THE SPEARHEAD'S RETURN
Jason Rowan's serious shoulder injury in round three put a major dent in Warrnambool's ability to score as the prolific forward spent a large chunk of the season on the sidelines.
But a better-than-expected prognosis meant the legendary forward could return before the season was out. The Blues will be keen to see the natural goalkicker get a full run at it in 2022 as he works to fire Warrnambool back into finals contention.
Parkinson said while Warrnambool didn't expect Rowan, who is now 35, to kick 80 goals a season but knew the dynamic forward was still among the most dangerous in the league.
"He's obviously a really talented player. Getting injured in the first two minutes of round three isn't what you want for any player, let alone one of the key pillars of your side," he said.
"We didn't expect to kick 80 goals or anything like that but he has the potential to do that if we use the ball well.
"For him to only play five or six games - three at the start and three at the end of the season - and probably the early two games where we beat Hamilton and lost to Portland, I think he kicked six against the Kangaroos and that gives you a bit of promise." Rowan was sadly one of many Blues top-enders who missed a large chunk of the season through injury.
Darcy Graham was also hampered by an osteitis pubis flare up and only managed four games despite leading the club's fitness through the pre-season. Graham was returning from an anterior cruciate ligament tear suffered while playing for NEAFL club Redland in late 2019.
Veteran Tim O'Keeffe (plantar fasciitis) only had three matches while Jordy Foott (hip) was only available from round eight onwards.
"Sam (Cowling) had a hamstring - which are going to happen - but missed three weeks as well. Those things are just going to happen," he said.
"Even Dan Weymouth, he played every game but he didn't train once after March but he has a tear in his hip that he's having surgery on that he's having surgery on in a couple of weeks.
"It's a huge job for him to get up and carry us every week in the ruck. Those sort of things all add up. If you're not training, you're pulling up sorer because you body isn't conditioned.
"Dan did a terrific job. He swam for most of the week and basically rehabbed himself all week to get ready for Saturday. There's lots of things in the background that people don't know what's going on that add up to our win-loss ratio.
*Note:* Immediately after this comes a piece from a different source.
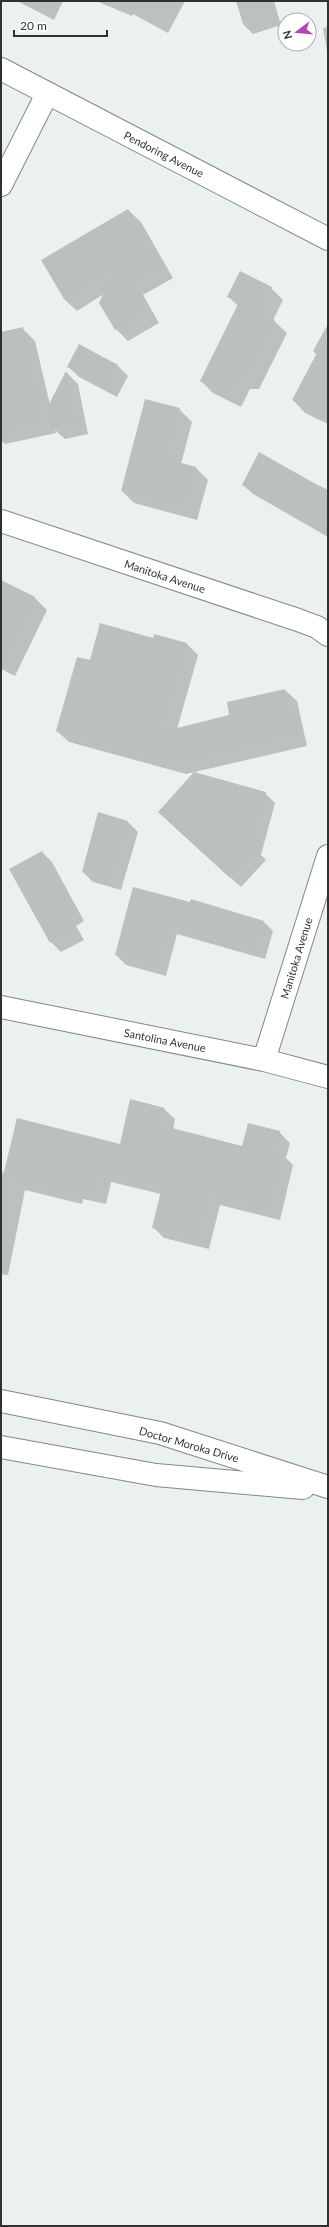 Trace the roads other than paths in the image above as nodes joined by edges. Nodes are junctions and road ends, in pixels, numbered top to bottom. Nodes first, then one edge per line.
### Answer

"In saying that we did cough some games up through skill errors and the footy side of things as well."
THE NEW ADDITIONS
Parkinson expected new faces to add to the competition for spots which is building at the club.
While its unclear what calibre of player will join the 160-year-old club, the club could benefit from an out-and-out star to complement the wealth of top end talent it has already in Sam Cowling, Jackson Bell and Jye Turland.
"We don't want to be just finding guys all the time because we're injured, we're short or we're a bit light on," Parkinson said.
"As hard as it is for a coach you probably want to be omitting players from time-to-time because you've got people knocking on the door that have to be rewarded."